[Saved data entries]

"""

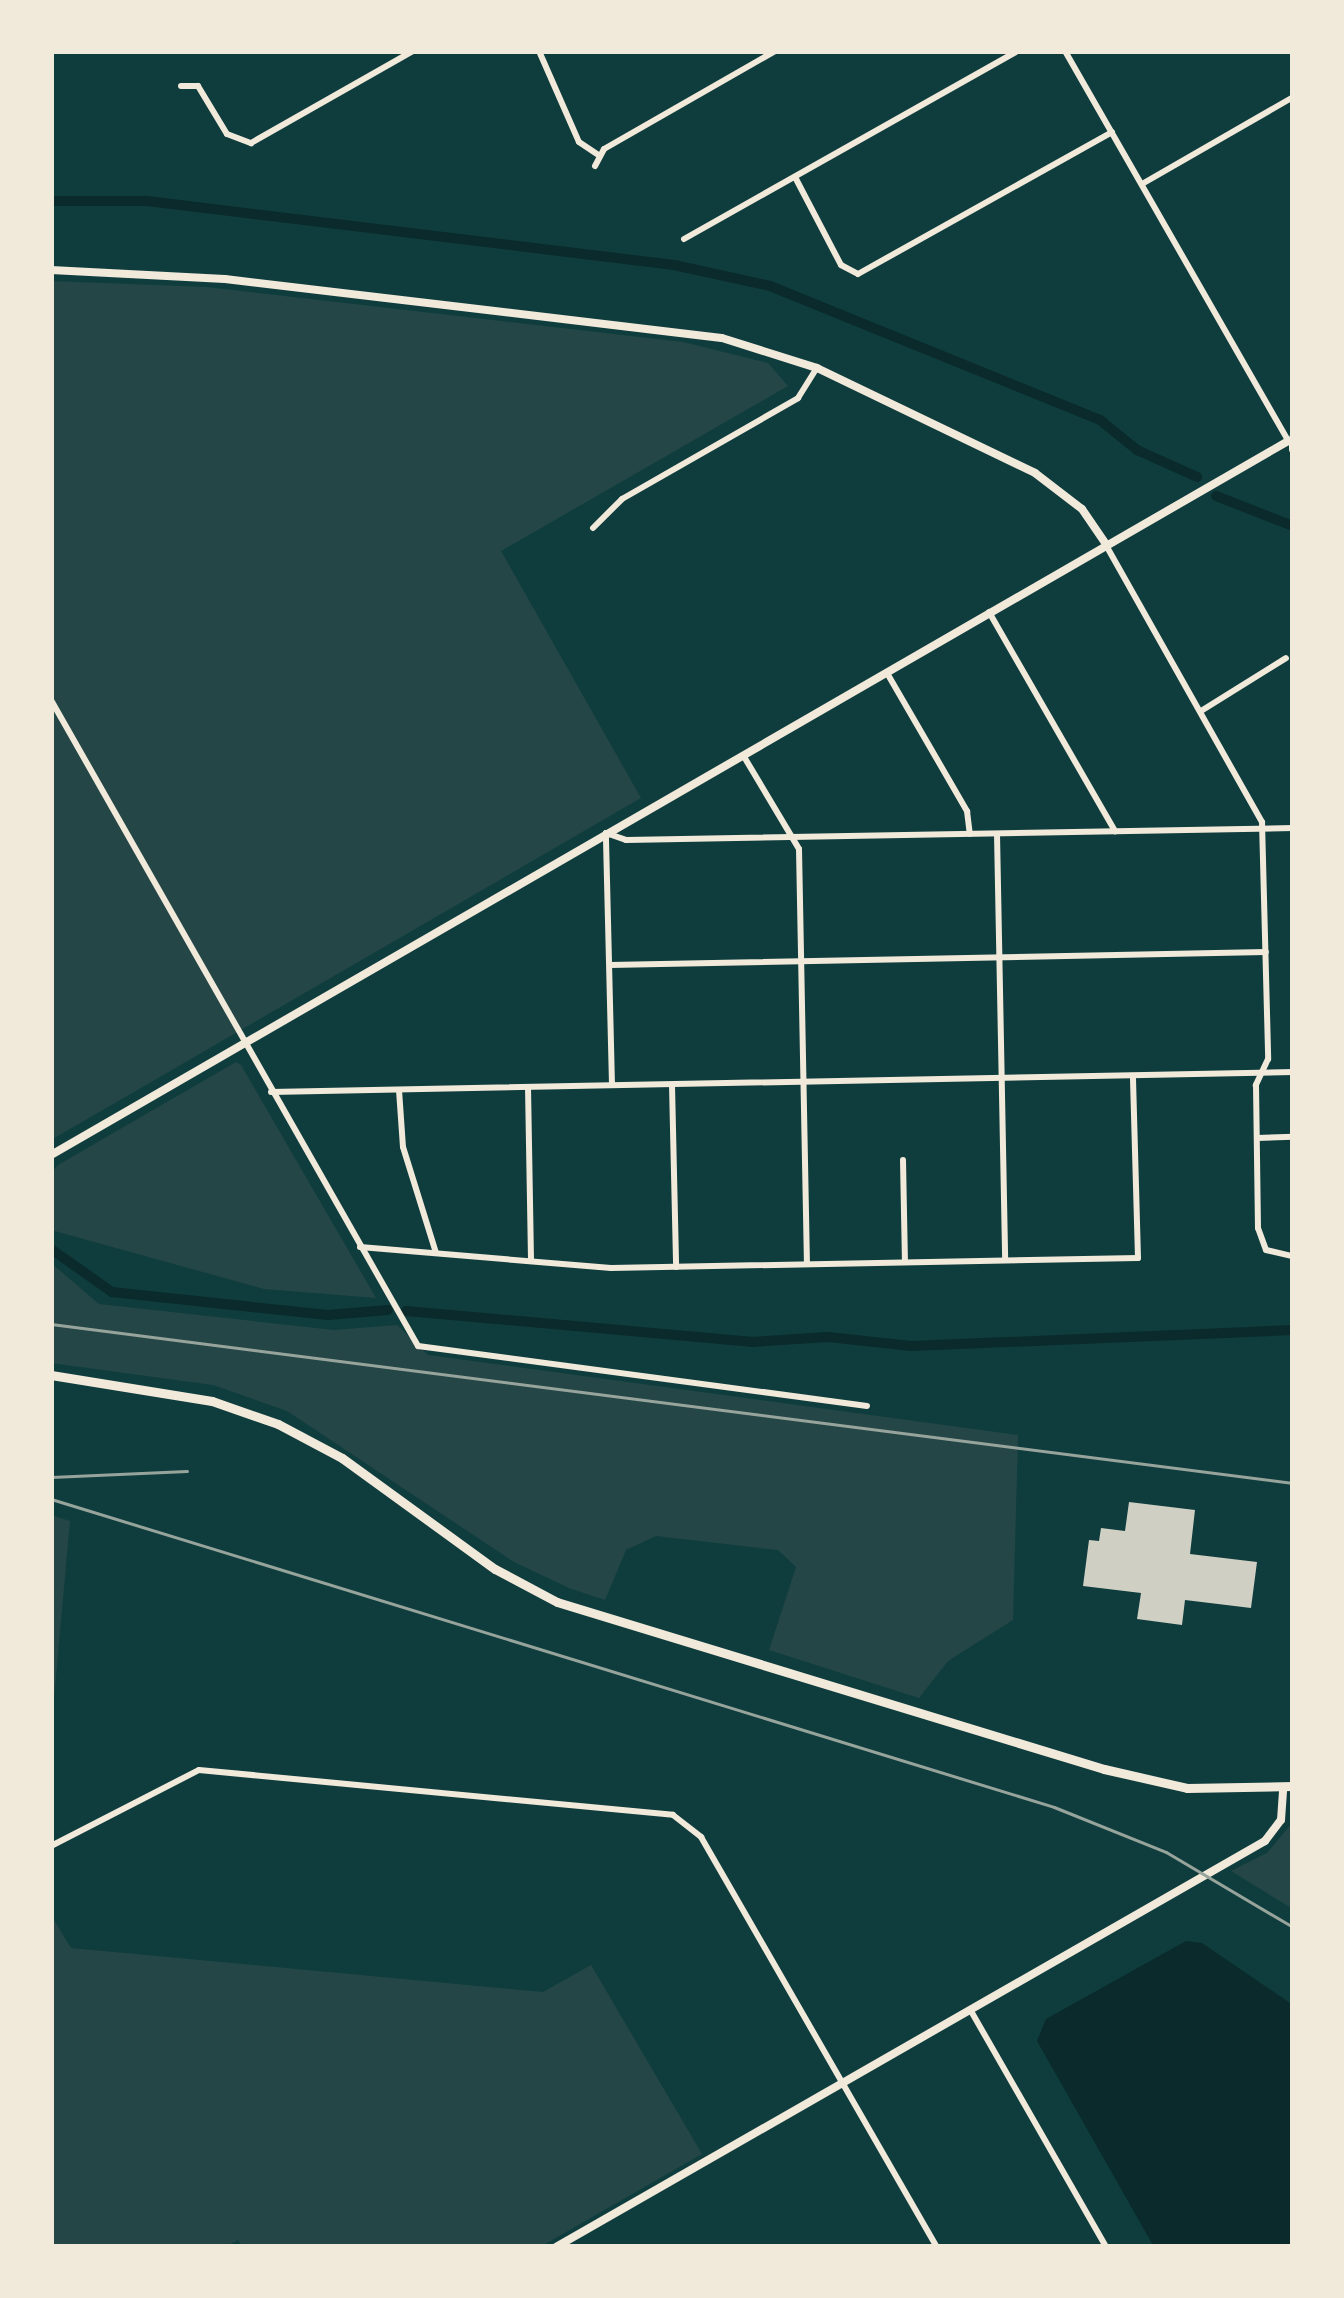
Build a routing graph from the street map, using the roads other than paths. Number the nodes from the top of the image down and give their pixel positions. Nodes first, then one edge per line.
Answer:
1 (413, 51) edge
2 (539, 51) edge
3 (776, 51) edge
4 (1018, 51) edge
5 (1065, 51) edge
6 (181, 86) dead end
7 (1293, 98) edge
8 (1112, 132) junction
9 (598, 155) junction
10 (595, 166) dead end
11 (795, 177) junction
12 (1142, 184) junction
13 (684, 239) dead end
14 (51, 270) edge
15 (818, 368) junction
16 (1291, 443) edge
17 (593, 528) dead end
18 (1106, 544) junction
19 (989, 612) junction
20 (1286, 658) dead end
21 (886, 671) junction
22 (51, 700) edge
23 (1201, 711) junction
24 (742, 754) junction
25 (1293, 828) edge
26 (1263, 829) junction
27 (1115, 831) junction
28 (606, 833) junction
29 (970, 834) junction
30 (998, 834) junction
31 (795, 837) junction
32 (1266, 952) junction
33 (1000, 957) junction
34 (802, 962) junction
35 (609, 965) junction
36 (242, 1044) junction
37 (1293, 1072) edge
38 (1261, 1073) junction
39 (1133, 1076) junction
40 (1002, 1078) junction
41 (804, 1082) junction
42 (612, 1085) junction
43 (672, 1085) junction
44 (528, 1087) junction
45 (399, 1090) junction
46 (270, 1092) junction
47 (1293, 1137) edge
48 (1257, 1138) junction
49 (51, 1155) edge
50 (903, 1160) dead end
51 (360, 1247) junction
52 (436, 1253) junction
53 (1293, 1256) edge
54 (1005, 1260) junction
55 (531, 1261) junction
56 (905, 1262) junction
57 (807, 1264) junction
58 (676, 1267) junction
59 (51, 1376) edge
60 (867, 1406) dead end
61 (1288, 1787) edge
62 (51, 1846) edge
63 (971, 2010) junction
64 (844, 2083) junction
65 (556, 2247) edge
66 (938, 2247) edge
67 (1106, 2247) edge

1 - 6 street
2 - 9 street
3 - 9 street
4 - 11 street
5 - 8 street
7 - 12 street
8 - 11 street
8 - 12 street
9 - 10 street
11 - 13 street
12 - 16 street
14 - 15 street
15 - 17 street
15 - 18 street
16 - 18 street
18 - 19 street
18 - 23 street
19 - 21 street
19 - 27 street
20 - 23 street
21 - 24 street
21 - 29 street
22 - 36 street
23 - 26 street
24 - 28 street
24 - 31 street
25 - 26 street
26 - 27 street
26 - 32 street
27 - 30 street
28 - 31 street
28 - 35 street
28 - 36 street
29 - 30 street
29 - 31 street
30 - 33 street
31 - 34 street
32 - 33 street
32 - 38 street
33 - 34 street
33 - 40 street
34 - 35 street
34 - 41 street
35 - 42 street
36 - 46 street
36 - 49 street
37 - 38 street
38 - 39 street
38 - 48 street
39 - 40 street
39 - 54 street
40 - 41 street
40 - 54 street
41 - 43 street
41 - 57 street
42 - 43 street
42 - 44 street
43 - 58 street
44 - 45 street
44 - 55 street
45 - 46 street
45 - 52 street
46 - 51 street
47 - 48 street
48 - 53 street
50 - 56 street
51 - 52 street
51 - 60 street
52 - 55 street
54 - 56 street
55 - 58 street
56 - 57 street
57 - 58 street
59 - 61 main road
61 - 63 street
62 - 64 street
63 - 64 street
63 - 67 street
64 - 65 street
64 - 66 street

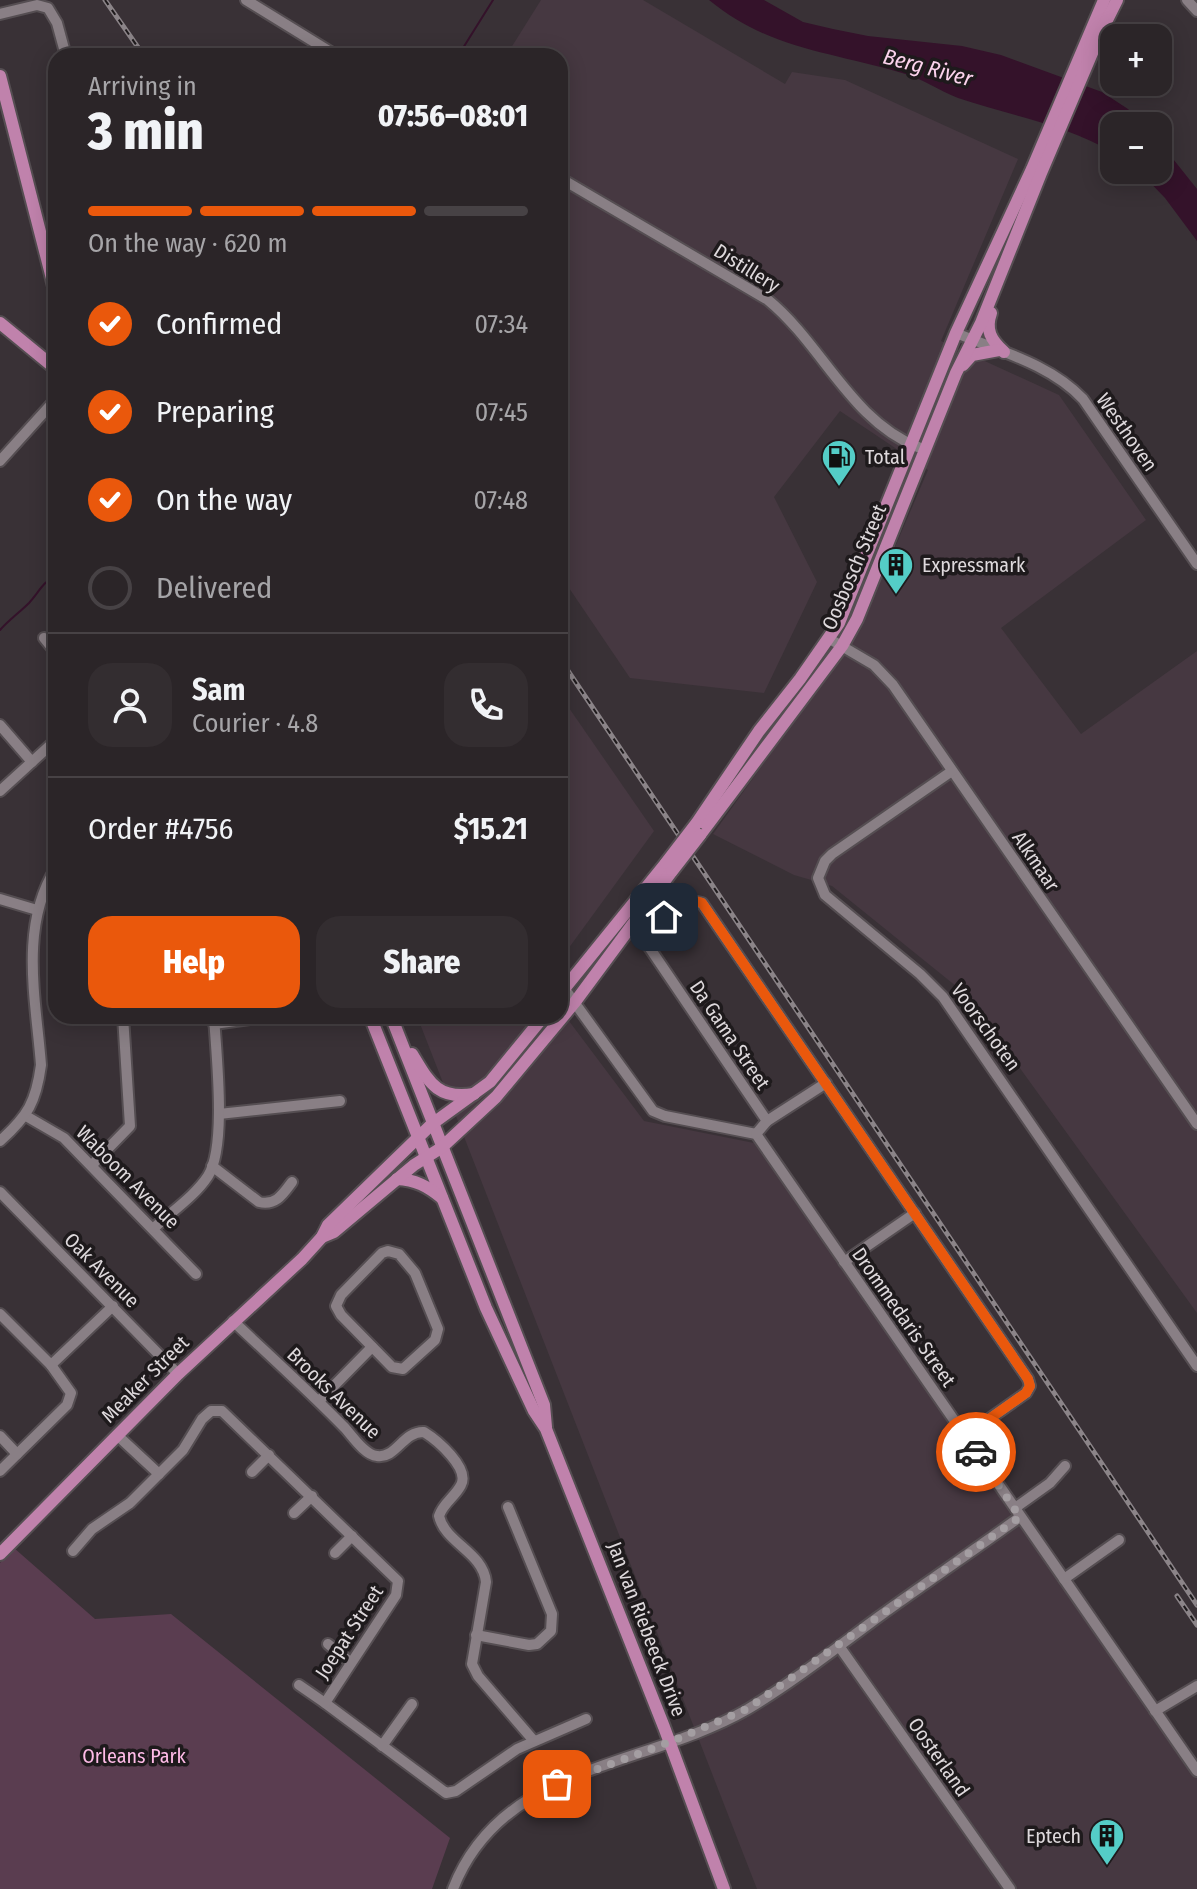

"""

**WHAT YOU SHOULD DO:**
Without the pictures, copy out each entry exactly as it stands.

**YOUR RESPONSE:**
Build a routing graph from the street map, using the roads other than paths. Number the nodes from the top of the image down and give their pixel positions. Nodes first, then one edge per line.
Answer:
1 (413, 51) edge
2 (539, 51) edge
3 (776, 51) edge
4 (1018, 51) edge
5 (1065, 51) edge
6 (181, 86) dead end
7 (1293, 98) edge
8 (1112, 132) junction
9 (598, 155) junction
10 (595, 166) dead end
11 (795, 177) junction
12 (1142, 184) junction
13 (684, 239) dead end
14 (51, 270) edge
15 (818, 368) junction
16 (1291, 443) edge
17 (593, 528) dead end
18 (1106, 544) junction
19 (989, 612) junction
20 (1286, 658) dead end
21 (886, 671) junction
22 (51, 700) edge
23 (1201, 711) junction
24 (742, 754) junction
25 (1293, 828) edge
26 (1263, 829) junction
27 (1115, 831) junction
28 (606, 833) junction
29 (970, 834) junction
30 (998, 834) junction
31 (795, 837) junction
32 (1266, 952) junction
33 (1000, 957) junction
34 (802, 962) junction
35 (609, 965) junction
36 (242, 1044) junction
37 (1293, 1072) edge
38 (1261, 1073) junction
39 (1133, 1076) junction
40 (1002, 1078) junction
41 (804, 1082) junction
42 (612, 1085) junction
43 (672, 1085) junction
44 (528, 1087) junction
45 (399, 1090) junction
46 (270, 1092) junction
47 (1293, 1137) edge
48 (1257, 1138) junction
49 (51, 1155) edge
50 (903, 1160) dead end
51 (360, 1247) junction
52 (436, 1253) junction
53 (1293, 1256) edge
54 (1005, 1260) junction
55 (531, 1261) junction
56 (905, 1262) junction
57 (807, 1264) junction
58 (676, 1267) junction
59 (51, 1376) edge
60 (867, 1406) dead end
61 (1288, 1787) edge
62 (51, 1846) edge
63 (971, 2010) junction
64 (844, 2083) junction
65 (556, 2247) edge
66 (938, 2247) edge
67 (1106, 2247) edge

1 - 6 street
2 - 9 street
3 - 9 street
4 - 11 street
5 - 8 street
7 - 12 street
8 - 11 street
8 - 12 street
9 - 10 street
11 - 13 street
12 - 16 street
14 - 15 street
15 - 17 street
15 - 18 street
16 - 18 street
18 - 19 street
18 - 23 street
19 - 21 street
19 - 27 street
20 - 23 street
21 - 24 street
21 - 29 street
22 - 36 street
23 - 26 street
24 - 28 street
24 - 31 street
25 - 26 street
26 - 27 street
26 - 32 street
27 - 30 street
28 - 31 street
28 - 35 street
28 - 36 street
29 - 30 street
29 - 31 street
30 - 33 street
31 - 34 street
32 - 33 street
32 - 38 street
33 - 34 street
33 - 40 street
34 - 35 street
34 - 41 street
35 - 42 street
36 - 46 street
36 - 49 street
37 - 38 street
38 - 39 street
38 - 48 street
39 - 40 street
39 - 54 street
40 - 41 street
40 - 54 street
41 - 43 street
41 - 57 street
42 - 43 street
42 - 44 street
43 - 58 street
44 - 45 street
44 - 55 street
45 - 46 street
45 - 52 street
46 - 51 street
47 - 48 street
48 - 53 street
50 - 56 street
51 - 52 street
51 - 60 street
52 - 55 street
54 - 56 street
55 - 58 street
56 - 57 street
57 - 58 street
59 - 61 main road
61 - 63 street
62 - 64 street
63 - 64 street
63 - 67 street
64 - 65 street
64 - 66 street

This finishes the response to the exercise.